# YOUR GOAL
Lines to restate from the data below: from the one containing "thumb tip: (845, 693)" to the one containing "pinky tip: (1196, 738)", both included. Give them again exactly, and only them.

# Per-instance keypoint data
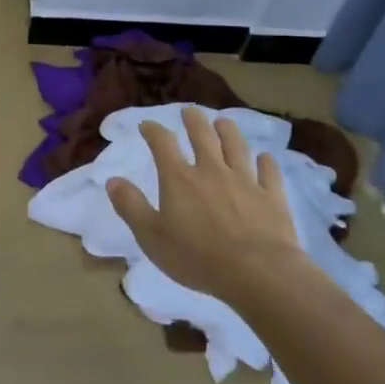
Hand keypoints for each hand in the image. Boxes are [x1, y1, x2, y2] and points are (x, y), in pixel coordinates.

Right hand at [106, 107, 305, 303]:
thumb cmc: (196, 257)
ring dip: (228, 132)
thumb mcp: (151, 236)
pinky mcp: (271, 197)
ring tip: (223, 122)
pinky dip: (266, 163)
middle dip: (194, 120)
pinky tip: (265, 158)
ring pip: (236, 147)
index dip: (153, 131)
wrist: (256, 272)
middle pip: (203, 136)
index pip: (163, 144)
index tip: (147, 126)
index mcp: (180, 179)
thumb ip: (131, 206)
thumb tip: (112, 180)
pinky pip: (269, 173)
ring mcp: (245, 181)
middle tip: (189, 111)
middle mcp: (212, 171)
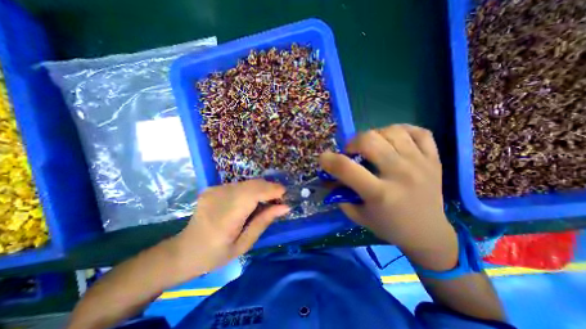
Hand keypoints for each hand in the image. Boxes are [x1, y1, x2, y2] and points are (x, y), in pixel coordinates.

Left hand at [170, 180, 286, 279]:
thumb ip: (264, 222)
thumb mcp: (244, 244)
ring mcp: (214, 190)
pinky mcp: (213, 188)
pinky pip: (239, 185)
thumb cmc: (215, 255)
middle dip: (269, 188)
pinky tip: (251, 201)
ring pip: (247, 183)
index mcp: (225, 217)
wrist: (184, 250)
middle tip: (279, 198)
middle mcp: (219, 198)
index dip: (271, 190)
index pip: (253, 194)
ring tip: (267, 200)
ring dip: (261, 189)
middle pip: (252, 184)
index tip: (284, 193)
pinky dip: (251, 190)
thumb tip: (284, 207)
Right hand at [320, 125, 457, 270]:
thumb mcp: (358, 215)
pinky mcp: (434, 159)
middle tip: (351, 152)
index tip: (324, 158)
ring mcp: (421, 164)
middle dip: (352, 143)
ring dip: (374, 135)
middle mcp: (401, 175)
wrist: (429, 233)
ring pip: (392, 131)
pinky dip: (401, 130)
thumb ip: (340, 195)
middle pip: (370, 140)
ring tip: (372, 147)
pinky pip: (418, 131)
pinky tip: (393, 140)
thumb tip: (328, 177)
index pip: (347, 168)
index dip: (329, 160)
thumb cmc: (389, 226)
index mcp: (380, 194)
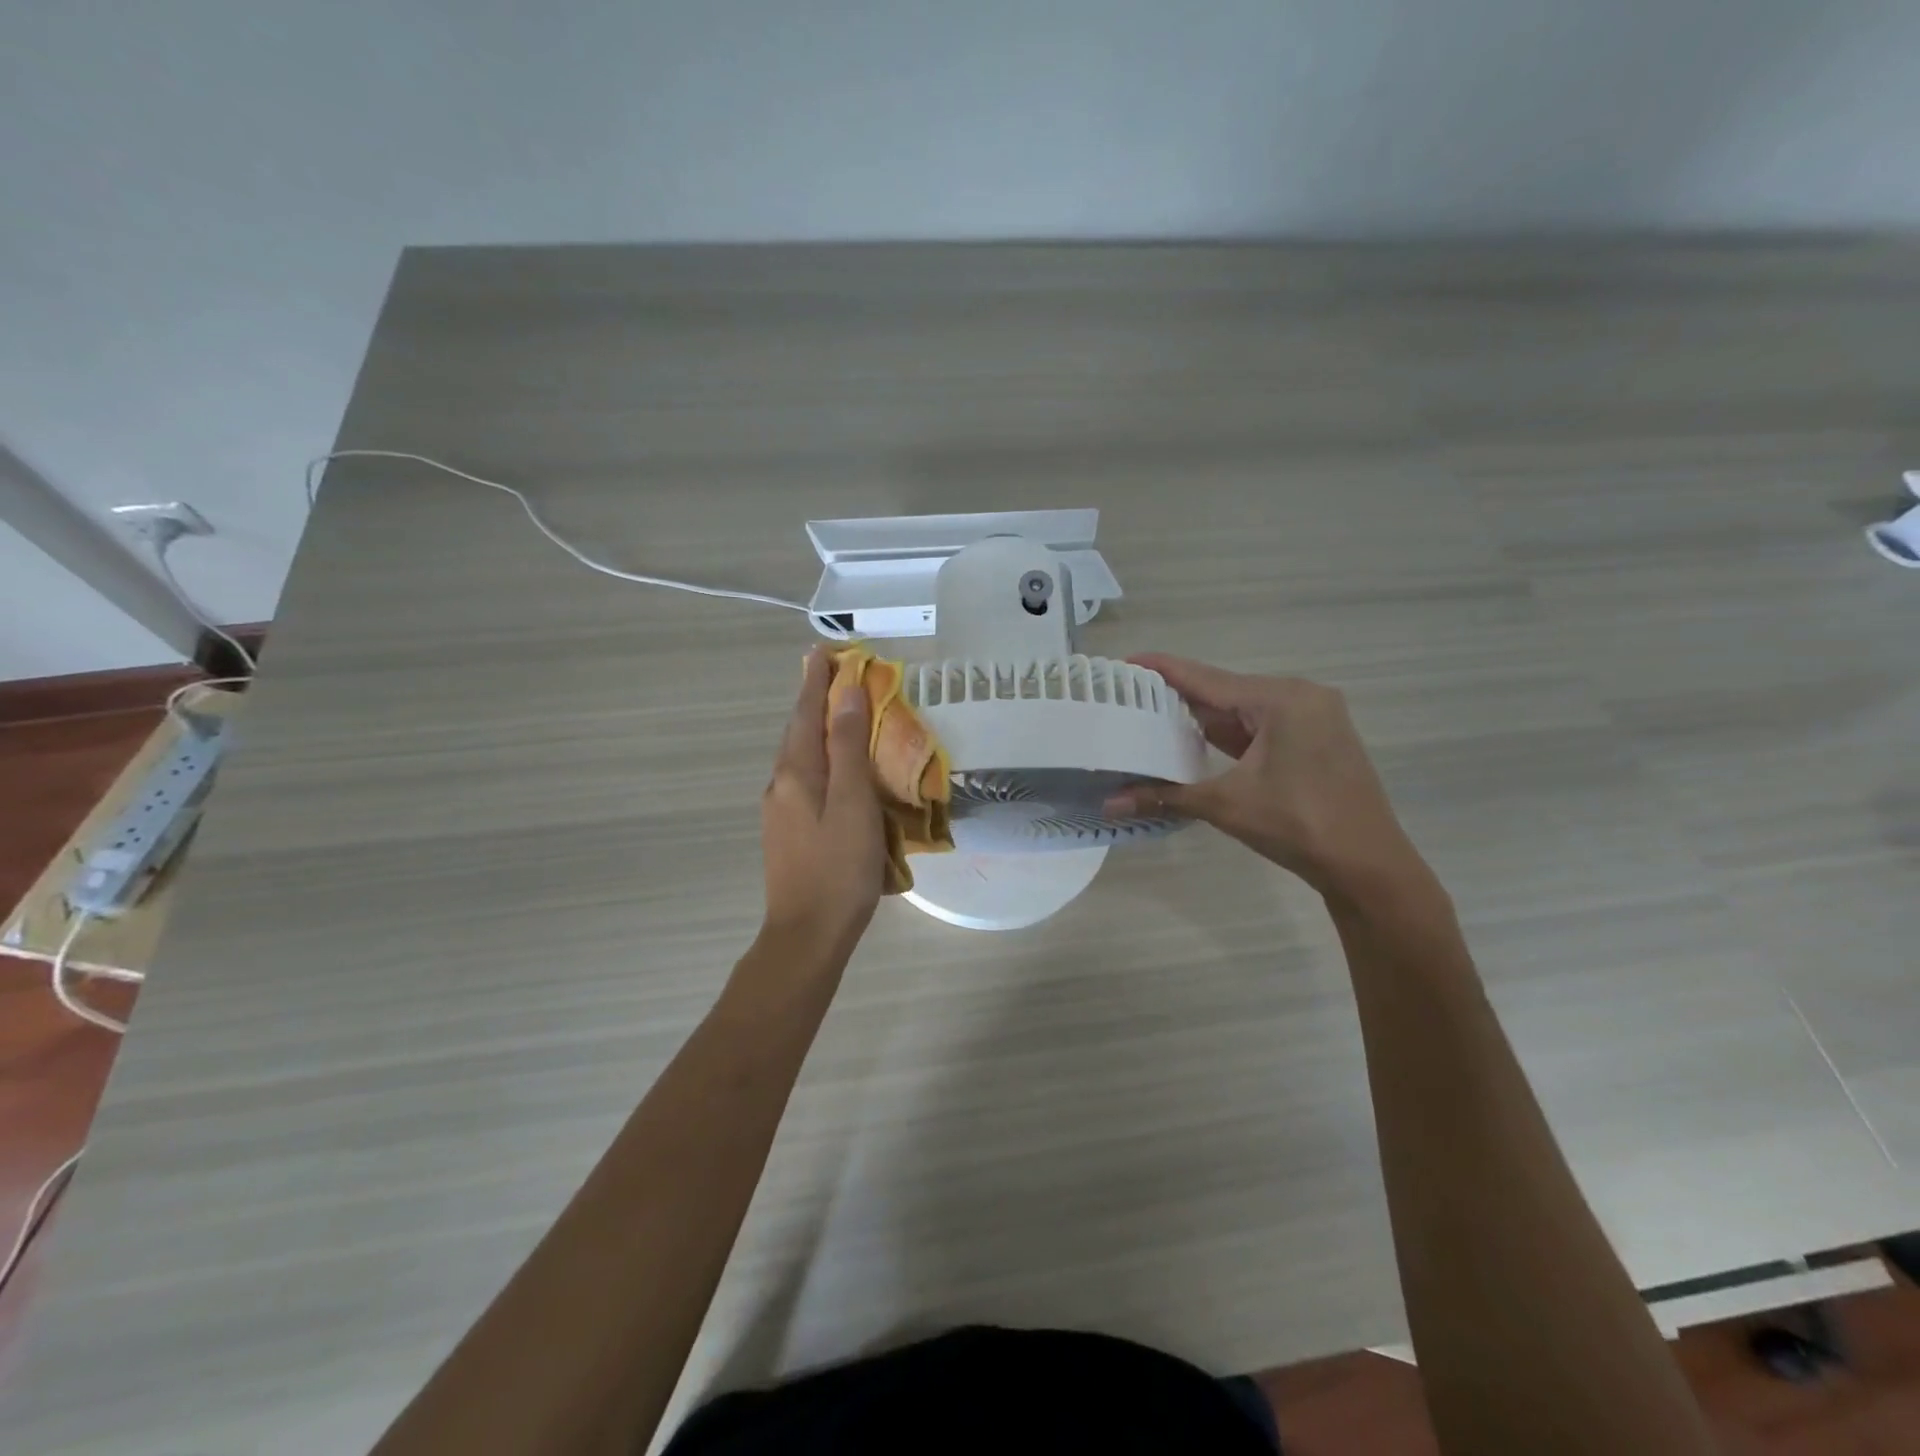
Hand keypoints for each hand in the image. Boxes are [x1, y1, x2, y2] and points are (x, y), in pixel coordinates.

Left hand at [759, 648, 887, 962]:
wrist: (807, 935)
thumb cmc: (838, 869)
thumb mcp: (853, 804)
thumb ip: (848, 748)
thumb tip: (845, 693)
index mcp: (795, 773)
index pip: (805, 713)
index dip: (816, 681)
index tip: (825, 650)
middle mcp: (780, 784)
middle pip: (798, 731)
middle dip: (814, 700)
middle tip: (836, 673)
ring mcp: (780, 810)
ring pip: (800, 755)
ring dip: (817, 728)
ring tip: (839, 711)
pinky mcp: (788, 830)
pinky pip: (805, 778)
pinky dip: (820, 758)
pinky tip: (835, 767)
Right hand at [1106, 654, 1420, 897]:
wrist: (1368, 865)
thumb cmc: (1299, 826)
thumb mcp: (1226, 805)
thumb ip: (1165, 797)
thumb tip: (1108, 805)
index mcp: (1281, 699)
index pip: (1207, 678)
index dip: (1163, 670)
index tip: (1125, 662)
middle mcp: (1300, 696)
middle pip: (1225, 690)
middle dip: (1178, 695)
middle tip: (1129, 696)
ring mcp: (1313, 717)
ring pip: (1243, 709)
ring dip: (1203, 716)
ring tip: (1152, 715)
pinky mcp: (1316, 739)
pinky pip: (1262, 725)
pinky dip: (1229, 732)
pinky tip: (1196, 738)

...

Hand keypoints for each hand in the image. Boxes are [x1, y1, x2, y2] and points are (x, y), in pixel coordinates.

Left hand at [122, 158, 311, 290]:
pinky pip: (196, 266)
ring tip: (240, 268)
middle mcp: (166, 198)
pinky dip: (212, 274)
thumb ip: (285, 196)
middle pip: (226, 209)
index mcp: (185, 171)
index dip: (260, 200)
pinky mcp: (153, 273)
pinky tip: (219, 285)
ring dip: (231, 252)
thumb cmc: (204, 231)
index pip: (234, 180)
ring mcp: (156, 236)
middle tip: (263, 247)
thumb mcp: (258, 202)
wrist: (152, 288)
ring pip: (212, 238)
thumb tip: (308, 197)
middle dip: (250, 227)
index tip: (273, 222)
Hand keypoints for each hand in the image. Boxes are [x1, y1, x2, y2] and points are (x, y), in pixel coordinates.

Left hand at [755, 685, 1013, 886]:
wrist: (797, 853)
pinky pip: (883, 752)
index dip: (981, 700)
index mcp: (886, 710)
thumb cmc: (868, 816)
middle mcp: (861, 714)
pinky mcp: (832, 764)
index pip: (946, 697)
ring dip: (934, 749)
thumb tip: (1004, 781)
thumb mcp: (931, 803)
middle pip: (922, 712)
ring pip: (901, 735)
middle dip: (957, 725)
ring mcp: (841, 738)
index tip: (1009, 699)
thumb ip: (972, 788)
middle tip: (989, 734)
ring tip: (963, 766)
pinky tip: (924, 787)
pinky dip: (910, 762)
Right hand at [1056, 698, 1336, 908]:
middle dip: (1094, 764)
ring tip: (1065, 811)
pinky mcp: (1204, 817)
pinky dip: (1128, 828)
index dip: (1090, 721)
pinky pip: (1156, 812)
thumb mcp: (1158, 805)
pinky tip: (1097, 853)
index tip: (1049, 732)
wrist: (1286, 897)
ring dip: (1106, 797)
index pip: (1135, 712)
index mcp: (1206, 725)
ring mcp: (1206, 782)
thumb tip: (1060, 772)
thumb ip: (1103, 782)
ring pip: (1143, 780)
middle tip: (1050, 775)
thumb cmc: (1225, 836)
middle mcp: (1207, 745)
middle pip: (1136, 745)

# YOUR RESPONSE
thumb tip: (845, 693)
index mcp: (795, 773)
index pip: (805, 713)
index dip: (816, 681)
index tip: (825, 650)
middle mcp: (780, 784)
middle pip: (798, 731)
middle dip: (814, 700)
middle tip: (836, 673)
ring mcp: (780, 810)
ring pip: (800, 755)
ring dip: (817, 728)
ring tip: (839, 711)
pinky mcp: (788, 830)
pinky pip: (805, 778)
pinky dip: (820, 758)
pinky tip: (835, 767)
Right hand at [1106, 654, 1420, 897]:
wrist: (1368, 865)
thumb cmc: (1299, 826)
thumb mcp: (1226, 805)
thumb ip: (1165, 797)
thumb tip: (1108, 805)
index mcp: (1281, 699)
index pip: (1207, 678)
index dip: (1163, 670)
index tip: (1125, 662)
middle mcp: (1300, 696)
middle pip: (1225, 690)
middle dip: (1178, 695)
middle tip: (1129, 696)
ring mcp: (1313, 717)
ring pip: (1243, 709)
ring dip: (1203, 716)
ring tip: (1152, 715)
pinky mcp: (1316, 739)
pinky pip: (1262, 725)
pinky dip: (1229, 732)
pinky tip: (1196, 738)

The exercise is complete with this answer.